閱讀:178          發布時間:2024-9-24
核酸提取


應用簡介
       核酸提取是分子生物學的基本組成部分,高質量的核酸在分子生物學上的應用至關重要。核酸提取為大量廣泛研究和應用提供了答案(例如:克隆、qRT-PCR和全基因組、轉錄組范疇中的二代測序技術),獲得的核酸可以在分析基礎研究和疾病研究中的基因表達、跟蹤對藥物治療的反應、識別新物種并深入了解進化過程、診斷疾病等方面以不同方式進行應用。
技術原理
       核酸具有貯存和傳遞遺傳信息等重要生物功能,是分子生物學研究的主要對象。采用常規吸附柱法抽提樣本中的DNA、RNA,為下游實驗提供高純度和高濃度的模板。
DNA提取方法:對基因組DNA的提取方法主要有CTAB,SDS和其他如玻璃珠法,酶法等。質粒DNA的提取主要有堿裂解法和煮沸法;線粒體,葉綠體DNA的提取主要有差速離心結合SDS法。

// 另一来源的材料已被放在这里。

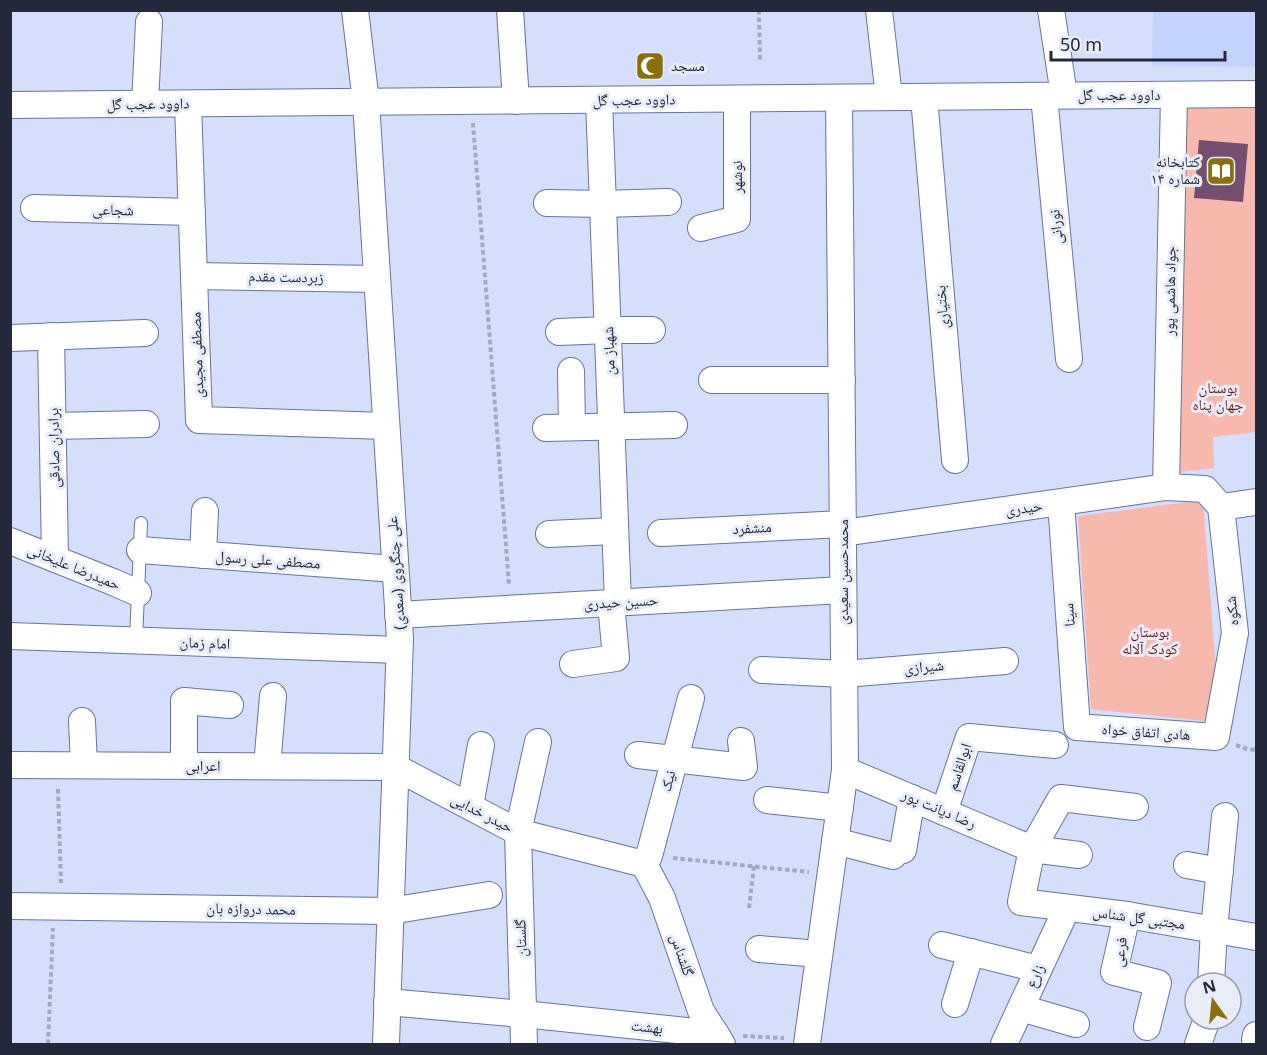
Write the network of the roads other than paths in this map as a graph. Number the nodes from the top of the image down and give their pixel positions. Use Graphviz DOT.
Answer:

RNA提取方法:異硫氰酸胍/苯酚法。基本實驗原理:細胞在變性異硫氰酸胍作用下裂解,核酸釋放。DNA和RNA在特定pH下溶解度不同而分別于體系的中間相與水相,得以分離。進行有機溶劑抽提,沉淀,得到純凈RNA。
實驗方法

技術總結
       1、細胞裂解法
       物理方式:煮沸法、玻璃珠法、超聲波法、研磨法、凍融法、勻漿法
       化學方式:表面活性劑(SDS法)、堿裂解法
       生物方式:酶法(溶菌酶、蛋白酶K等)
       2、常見樣本提取方法
       總結濃鹽法:利用RNA和DNA在鹽溶液中溶解度不同,將二者分離。
       有機溶劑提取法:有機溶劑作為蛋白變性劑,同時抑制核酸酶的降解作用。
       高度梯度離心法:利用不同內容物密度不同的原理分離各種內容物。
       吸附材料結合法:①硅質材料高鹽低PH值結合核酸,低鹽高PH值洗脫②陰離子交換樹脂低鹽高PH值結合核酸,高鹽低PH值洗脫③磁珠磁珠微粒包裹上不同基因可吸附不同的目的物,從而達到分離目的。
       胍鹽提取結合二氧化硅吸附法:二氧化硅具有特異吸附核酸的特性,異硫氰酸胍可使細胞裂解,因此在高濃度異硫氰酸胍存在下,從細胞包括細菌或者病毒顆粒中釋放出來的核酸成分可以結合在二氧化硅上,利用此特性可提取血液和尿液中的DNA和RNA。
       TRlzol試劑提取RNA:用TRlzol試劑裂解細胞,再加入氯仿,離心后可見三層,上層為透明的水相含有RNA,中間含有DNA,下層為紅色的有機相,含蛋白質。
       離心柱提取:離心柱技術是用于微量核酸分離純化的較為簡單的方法,屬于硅吸附方法的一種,在原理上可分為三個部分:①利用裂解液促使細胞破碎,使細胞中的核酸釋放出來。②把釋放出來的核酸特異吸附在特定的硅載體上,這種載體只對核酸有較強的親和力和吸附力,對其他生化成分如蛋白質、多糖、脂類則基本不吸附,因而離心時被甩出柱子。③把吸附在特異載體上的核酸用洗脫液洗脫下來,分離得到純化的核酸。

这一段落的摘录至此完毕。